Sole Proprietorship – A sole proprietorship, while easy to form and maintain, provides no personal liability protection from the business’ debts and legal obligations. This means that creditors of the business can come after your personal assets (e.g. your car and home) if the business loses a lawsuit or racks up debt. Imagine that Susie, a sole proprietor, borrows money for her construction business. She loses a major customer, causing the business to fold. Susie is now personally obligated to pay back the loan. If she doesn’t have the funds to pay it back, the creditor could get a court order to have her house or other personal assets sold to satisfy the debt.
If you’ve purchased an independent liability insurance policy or if your business is well funded and in an industry where liabilities are few and far between (e.g. retail), then a sole proprietorship may be a safe choice.
General Partnership – Like sole proprietorships, general partnerships leave you open to personal liability. Every partner is fully liable for the business’ debts and obligations and for the actions of other partners. For example, if you own a spa, and your partner negligently injures a client during a massage, you could potentially be on the hook for that.
Limited Partnership – A limited partnership offers more liability protection than a general partnership because it creates two classes of partners. “General partners” run the business and assume liability for the partnership. “Limited partners” invest in the business but don’t participate in its day-to-day management; they are not liable for the partnership’s debts and obligations. Having two classes of partners makes it easier to raise money (see more on this below), but the general partners who are running the day to day business still don’t have liability protection. Most of you reading this article are probably general partners. For you, a limited partnership won’t be much better than a general partnership from the standpoint of liability.

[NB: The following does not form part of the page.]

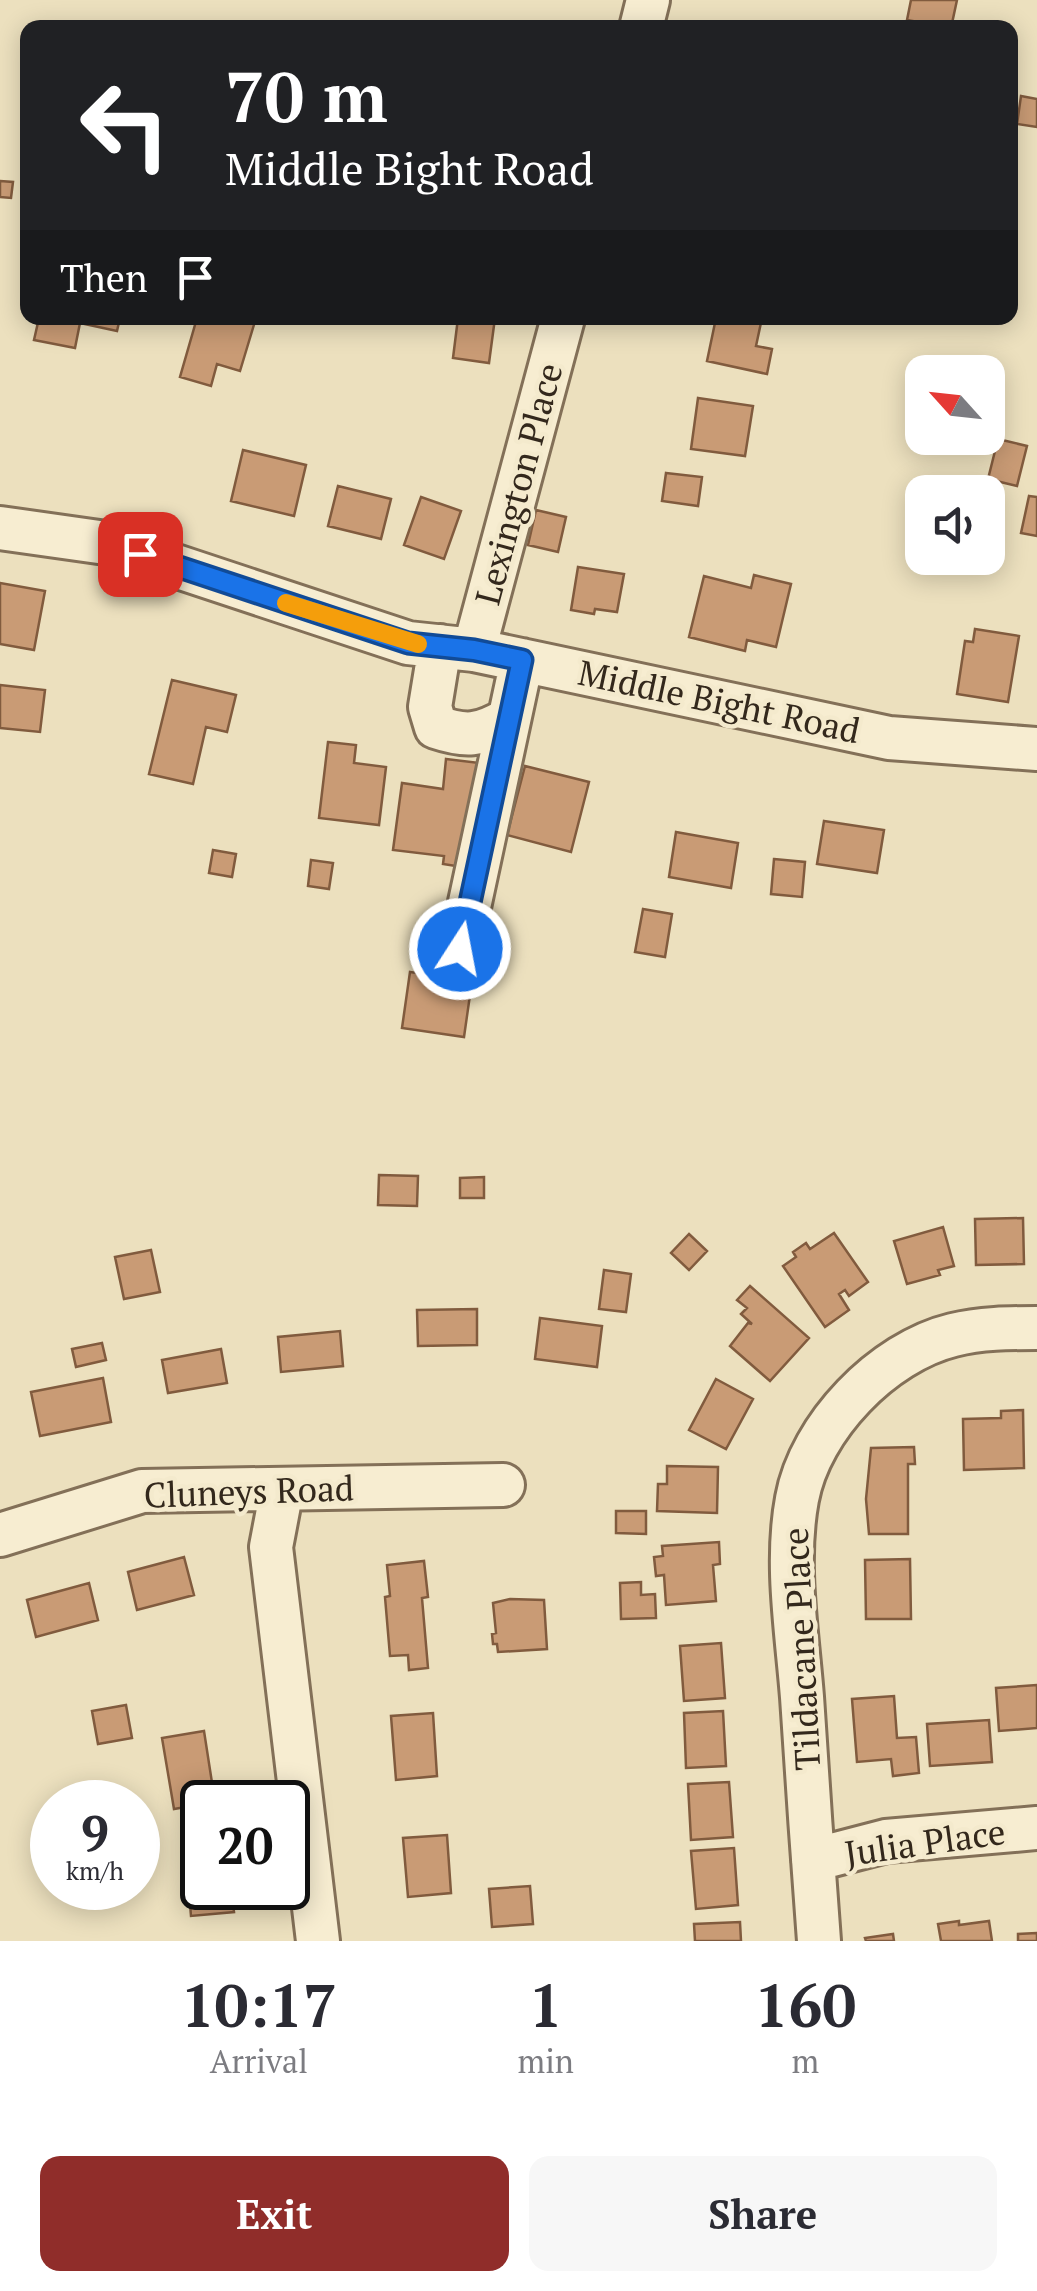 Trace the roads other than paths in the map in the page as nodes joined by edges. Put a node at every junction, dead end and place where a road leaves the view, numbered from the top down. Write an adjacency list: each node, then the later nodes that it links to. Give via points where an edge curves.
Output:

Corporations – The biggest advantage of forming a corporation is that you cannot be held personally liable for the corporation’s debts or legal obligations. The corporation is an entity separate from its owners and can be sued or held accountable apart from its owners. However, in cases of misconduct, the court will “pierce the corporate veil” and find officers and directors to be personally liable. In addition, if you personally guarantee a loan, you forfeit the limited liability that normally comes with doing business as an corporation.
LLCs – When it comes to liability, an LLC is just like a corporation. Members of an LLC are shielded from personal liability for the business’ debts and obligations. Exceptions to this rule exist in cases of misconduct. In addition, as with corporations, personally guaranteeing a loan forfeits limited liability.
If you plan to raise money for your business, then you should choose a business structure that facilitates investment.
Sole proprietorships – In general, a sole proprietorship is not ideal for raising money. Since business successes and failures are tied to one owner, sole proprietorships are riskier investment opportunities, and investors tend to shy away from them. If you want to remain the sole owner, you cannot incentivize investors by selling a stake in the business.
Banks also hesitate to loan to sole proprietorships because of the perceived continuity risks of a one-person shop (e.g. what happens if the owner becomes ill?). Moreover, since a sole proprietorship is not an entity apart from the owner, you cannot borrow money under the business’ name. You must rely on personal funds or take out a consumer loan.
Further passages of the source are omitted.